Huawei Fit hands-on: An elegant $100 fitness watch with open data access
Fitbit is the leader in daily activity tracking, but the new Huawei Fit offers plenty to rival the Fitbit Blaze at half the cost. Long battery life is key to keeping a tracker on your body and the Huawei Fit exceeds the advertised battery life.
Huawei makes fantastic, high quality smartphones, tablets, and smart watches. The TalkBand products were an interesting combination of activity tracker and Bluetooth headset, but I was not impressed with the quality of those devices. Thankfully, the Huawei Fit matches the quality of Huawei smartphones.
I've been wearing the Huawei Fit for more than a week and it is one of the best activity trackers I have ever tested with a lightweight, superb design, long battery life, automatic sleep tracking, and ability to sync the data it captures with various third party services.
The Huawei Fit is constructed of aluminum with a beveled edge around the round bezel. It is extremely light weight at just about 35 grams and when I wear it I can hardly tell it is even present on my wrist. The comfortable TPU band can easily be removed and replaced with other bands too.
The Huawei Fit has a simplistic design with no buttons on it at all. All interaction is carried out via the touchscreen and for the most part that works well. There are times when touches don't seem to register as fast as you would like, but overall the swiping up, down, left, and right works well at getting around the rather simplistic interface.
There is an optical heart rate monitor on the back that regularly tracks your resting heart rate.
GPS and WiFi are not present so all syncing is carried out via Bluetooth. There is no onboard storage for streaming music either, but for $100 that is not to be expected.
Battery: 80 mAh battery with charging dock, six days rated battery life
Dimensions: 39.5 mm diameter by 9.9 mm thick and 35 grams
There is no advertised wearable operating system and you won't be loading up apps on the Huawei Fit. The user interface on the Huawei Fit includes watch face options, notifications, training plan, heart rate, step tracking, and workout tracking.
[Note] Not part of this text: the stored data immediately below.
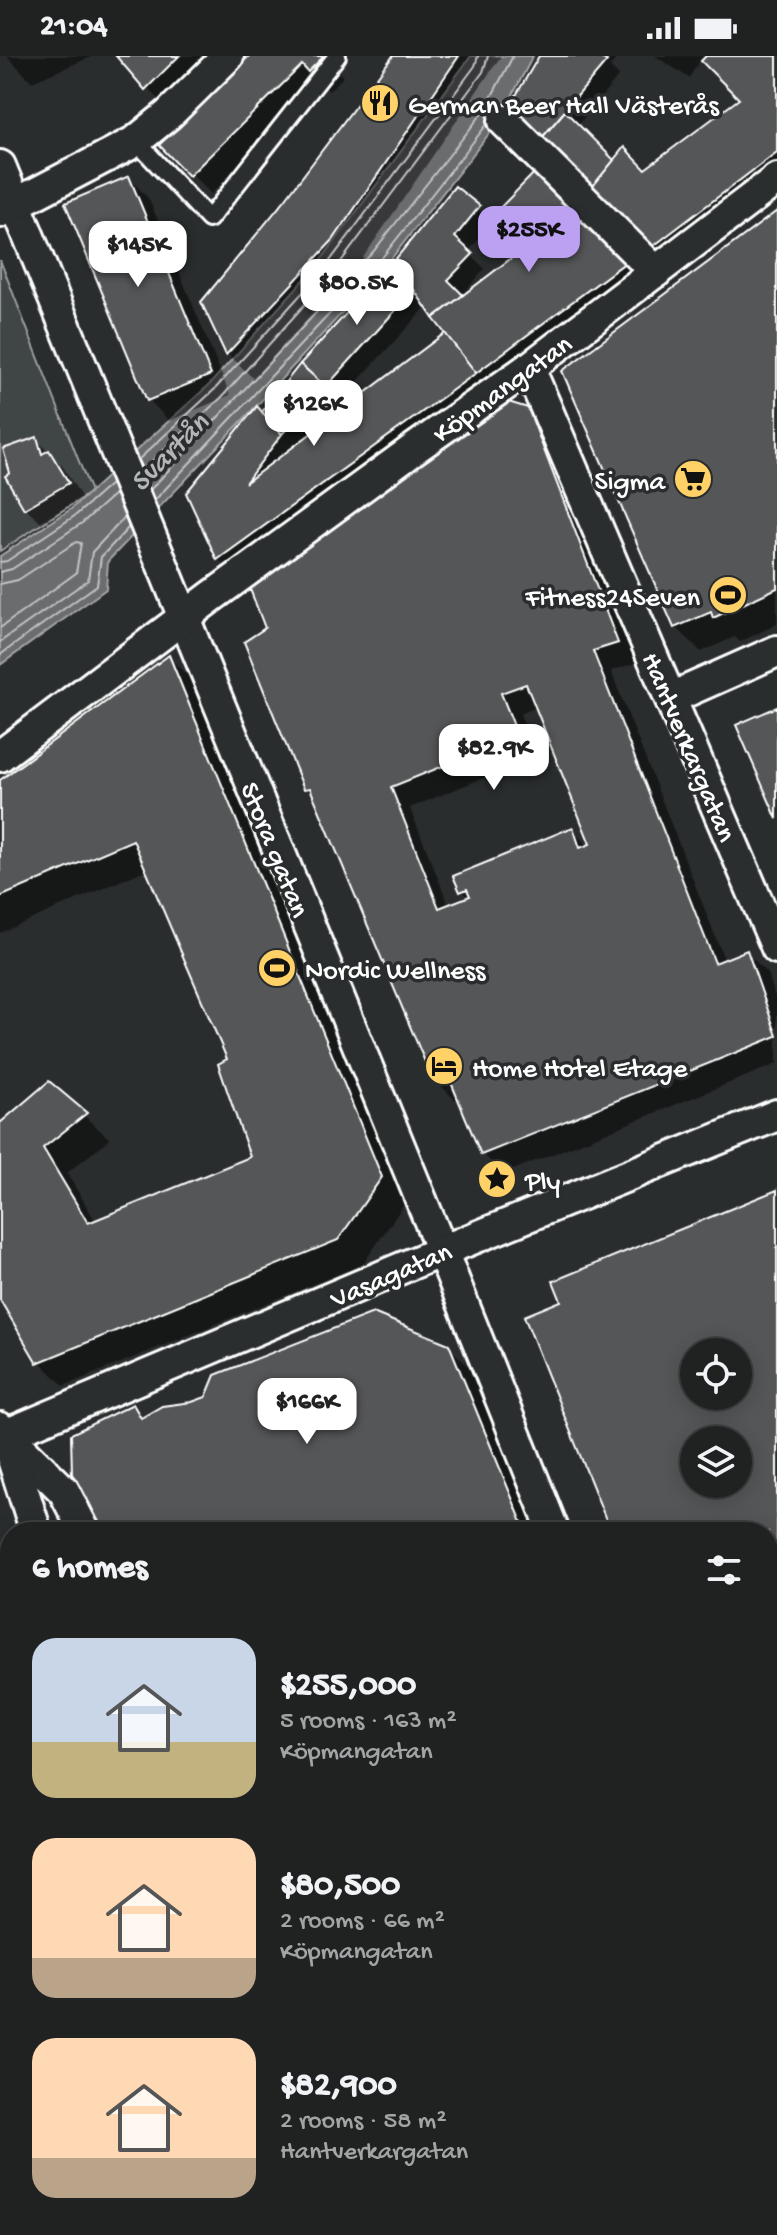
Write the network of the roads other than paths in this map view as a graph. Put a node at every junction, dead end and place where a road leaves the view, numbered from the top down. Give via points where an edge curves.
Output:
1 (228, 56) edge
2 (337, 56) edge
3 (504, 121) dead end
4 (136, 141) junction
5 (0, 166) edge
6 (777, 179) edge
7 (8, 208) edge
8 (656, 272) junction
9 (529, 368) junction
10 (183, 618) junction
11 (777, 651) edge
12 (671, 698) junction
13 (0, 756) edge
14 (777, 948) edge
15 (777, 1115) edge
16 (442, 1251) junction
17 (2, 1432) edge
18 (33, 1522) edge
19 (80, 1522) edge
20 (550, 1522) edge

1 - 4 street
2 - 4 lane via 209,219
3 - 8 street
4 - 7 street
5 - 7 street, Stora gatan
6 - 8 street, Köpmangatan
7 - 10 street, Stora gatan via 118,454
8 - 9 street, Köpmangatan
9 - 10 street, Köpmangatan
9 - 12 street, Hantverkargatan
10 - 13 street, Köpmangatan
10 - 16 street, Stora gatan
11 - 12 street
12 - 14 street, Hantverkargatan
15 - 16 street, Vasagatan
16 - 17 street, Vasagatan
16 - 20 street, Stora gatan
17 - 18 street
17 - 19 street via 64,1491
You swipe up and down to switch between these different modes and then when you get to where you want you can tap to dive deeper into the data on the watch. Swiping left and right shows you more information and takes you back out to the main interface.
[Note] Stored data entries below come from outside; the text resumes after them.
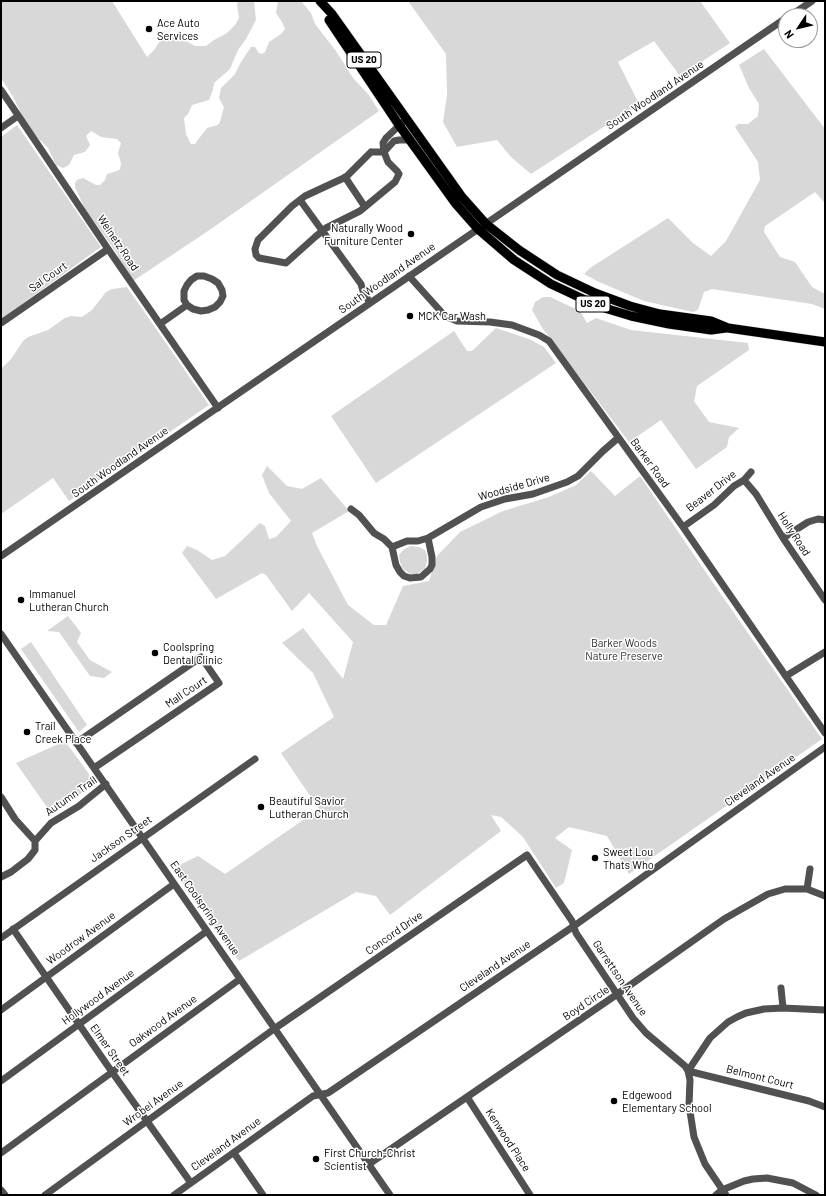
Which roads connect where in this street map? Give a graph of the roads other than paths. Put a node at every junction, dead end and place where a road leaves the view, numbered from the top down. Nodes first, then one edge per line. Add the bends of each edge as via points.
1 (319, 1) edge
2 (812, 1) edge
3 (802, 8) edge
4 (778, 24) edge
5 (1, 90) edge
6 (18, 116) junction
7 (407, 120) junction
8 (399, 125) junction
9 (1, 128) edge
10 (410, 140) junction
11 (384, 152) junction
12 (345, 177) junction
13 (300, 200) junction
14 (365, 207) junction
15 (482, 227) junction
16 (321, 232) junction
17 (108, 249) junction
18 (409, 276) junction
19 (370, 303) junction
20 (187, 305) junction
21 (1, 323) edge
22 (160, 324) junction
23 (825, 342) edge
24 (218, 408) junction
25 (618, 438) junction
26 (751, 472) dead end
27 (744, 480) junction
28 (351, 510) dead end
29 (825, 520) edge
30 (683, 527) junction
31 (428, 538) junction
32 (783, 538) junction
33 (392, 547) junction
34 (1, 556) edge
35 (825, 600) edge
36 (1, 634) edge
37 (825, 652) edge
38 (786, 676) junction
39 (825, 733) edge
40 (76, 743) junction
41 (825, 747) edge
42 (255, 759) dead end
43 (94, 768) junction
44 (106, 784) junction
45 (1, 797) edge
46 (142, 837) junction
47 (35, 841) junction
48 (527, 855) joint
49 (810, 869) dead end
50 (1, 877) edge
51 (174, 884) junction
52 (807, 889) junction
53 (825, 896) edge
54 (574, 926) junction
55 (13, 929) junction
56 (207, 931) junction
57 (1, 938) edge
58 (46, 977) junction
59 (240, 979) junction
60 (782, 988) dead end
61 (616, 995) junction
62 (783, 1008) junction
63 (1, 1010) edge
64 (825, 1010) edge
65 (79, 1024) junction
66 (274, 1029) junction
67 (688, 1071) junction
68 (112, 1072) junction
69 (1, 1081) edge
70 (320, 1094) junction
71 (467, 1098) junction
72 (825, 1108) edge
73 (147, 1121) junction
74 (1, 1153) edge
75 (234, 1153) junction
76 (369, 1164) junction
77 (191, 1183) junction
78 (1, 1190) edge
79 (724, 1193) edge
80 (5, 1195) edge
81 (45, 1195) edge
82 (174, 1195) edge
83 (264, 1195) edge
84 (390, 1195) edge
85 (530, 1195) edge
86 (716, 1195) edge
87 (816, 1195) edge

1 - 7 main road, US 20 via 332,14
1 - 8 main road, US 20 via 326,16
2 - 3 street
4 - 15 street, South Woodland Avenue
5 - 6 street, Welnetz Road
6 - 9 street
6 - 17 street, Welnetz Road
7 - 8 street
7 - 15 main road, US 20
8 - 10 main road, US 20
8 - 11 street via 383,143
10 - 11 street via 394,142
10 - 15 main road, US 20 via 447,193
11 - 12 street via 371,152
11 - 14 street via 388,162 399,174 398,178
12 - 13 street
12 - 14 street
13 - 16 street
13 - 16 street via 258,240 256,255 259,258 286,263
14 - 16 street
15 - 18 street, South Woodland Avenue
15 - 23 main road, US 20 via 514,260 570,293 598,306 669,324 711,330 728,328
16 - 19 street via 361,284
17 - 21 street, Sal Court
17 - 22 street, Welnetz Road
18 - 19 street, South Woodland Avenue
18 - 25 street, Barker Road via 445,316 457,322 512,325 539,335 549,342
19 - 24 street, South Woodland Avenue
20 - 20 street via 201,311 208,310 220,302 222,290 212,279 197,276 184,291
20 - 22 street
22 - 24 street, Welnetz Road
24 - 34 street, South Woodland Avenue
25 - 30 street, Barker Road
25 - 31 street, Woodside Drive via 578,476 567,482 533,494 481,507
26 - 27 street, Beaver Drive
27 - 30 street, Beaver Drive
27 - 32 street, Holly Road via 756,494
28 - 33 street
29 - 32 street via 808,522
30 - 38 street, Barker Road
31 - 33 street, Woodside Drive via 407,541
31 - 33 street via 432,564 421,577 410,578 400,572
32 - 35 street, Holly Road
36 - 40 street, East Coolspring Avenue
37 - 38 street
38 - 39 street, Barker Road
40 - 43 street, East Coolspring Avenue
40 - 43 street, Mall Court via 201,657 219,683
41 - 54 street, Cleveland Avenue
42 - 46 street, Jackson Street
43 - 44 street, East Coolspring Avenue
44 - 46 street, East Coolspring Avenue
44 - 47 street, Autumn Trail via 79,806 51,823
45 - 47 street via 15,819
46 - 51 street, East Coolspring Avenue
46 - 55 street, Jackson Street
47 - 50 street, Autumn Trail via 35,850 28,858
48 - 54 street, Garrettson Avenue
48 - 66 street, Concord Drive
49 - 52 street
51 - 56 street, East Coolspring Avenue
51 - 58 street, Woodrow Avenue
52 - 53 street, Boyd Circle
52 - 61 street, Boyd Circle via 785,889 768,894 724,919
54 - 61 street, Garrettson Avenue
54 - 70 street, Cleveland Avenue via 328,1093
55 - 57 street, Jackson Street
55 - 58 street, Elmer Street
56 - 59 street, East Coolspring Avenue
56 - 65 street, Hollywood Avenue
58 - 63 street, Woodrow Avenue
58 - 65 street, Elmer Street
59 - 66 street, East Coolspring Avenue
59 - 68 street, Oakwood Avenue
60 - 62 street
61 - 67 street, Garrettson Avenue via 640,1027
61 - 71 street, Boyd Circle
62 - 64 street
62 - 67 street via 746,1013 728,1022 710,1038
65 - 68 street, Elmer Street
65 - 69 street, Hollywood Avenue
66 - 70 street, East Coolspring Avenue
66 - 73 street, Wrobel Avenue
67 - 72 street, Belmont Court via 809,1101
67 - 79 street via 689,1105 694,1137 706,1164
68 - 73 street, Elmer Street
68 - 74 street, Oakwood Avenue
70 - 75 street, Cleveland Avenue via 313,1096
70 - 76 street, East Coolspring Avenue
71 - 76 street, Boyd Circle
71 - 85 street, Kenwood Place
73 - 77 street, Elmer Street
73 - 81 street, Wrobel Avenue
75 - 77 street, Cleveland Avenue
75 - 83 street
76 - 84 street, East Coolspring Avenue
77 - 82 street, Cleveland Avenue
78 - 80 street
79 - 86 street
79 - 87 street via 744,1181 767,1178 793,1183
Your heart rate is measured on a regular basis, but you can also initiate a manual reading if you desire. Sports (running, walking, cycling, treadmill, and swimming) can be tracked with the Huawei Fit. This does not include GPS, but your movement is tracked.
If you are planning to run a race in the future, you can use the Huawei Fit to create a training plan that will appear on your phone or the watch to help you prepare.
Sleep monitoring is measured automatically and in my experiences seemed to be the most accurate measurement taken by the Huawei Fit.
Huawei Fit hands-on: in pictures
There is an Huawei Wear application for both iOS and Android so you can view more details of your data on your connected smartphone. You can also sync the data captured by the Huawei Fit to Google Fit, Apple Health, Jawbone UP, and MyFitnessPal. This is one area where the Huawei Fit beats Fitbit since Fitbit data is kept within the Fitbit ecosystem and cannot be shared easily with other services.
You can also use the smartphone application to initiate a workout and create your training plan. There is no ability to share your results or challenge others within the Huawei Wear application.
You can enable notifications on the Huawei Fit, but I have only found the incoming call notification to be useful. Message notifications are limited so don't look to the Huawei Fit for smartwatch functionality.
Daily usage and experiences
After being unimpressed by the Huawei TalkBand, I didn't expect much from the Huawei Fit. It is extremely comfortable and while the advertised battery life is six days, I've been seeing 10 percent usage each day so am able to go for more than a week between charges. It only takes two hours on the charging dock to charge up the Huawei Fit as well.
Sleep tracking is automatic and has been very accurate. You can also set silent alarms that will initiate within 10 minutes of your selected time when your sleep is lightest, if possible.
Heart rate tracking has also been accurate with results that match other devices I have tested, in both resting and workout situations.
I have a fairly standard 0.8 mile route to and from the office each day, but I found that the Huawei Fit seems to count more steps than every other device I have used for tracking. I also discovered excessive step counting during a short 3.2 mile run that was registered as a 4.28 mile run. This is disappointing as the device is so good at other functions and is priced at Amazon for just $99.99. If you care more about the trends in step counting rather than the raw data then you may not be as bothered by the accuracy as I am.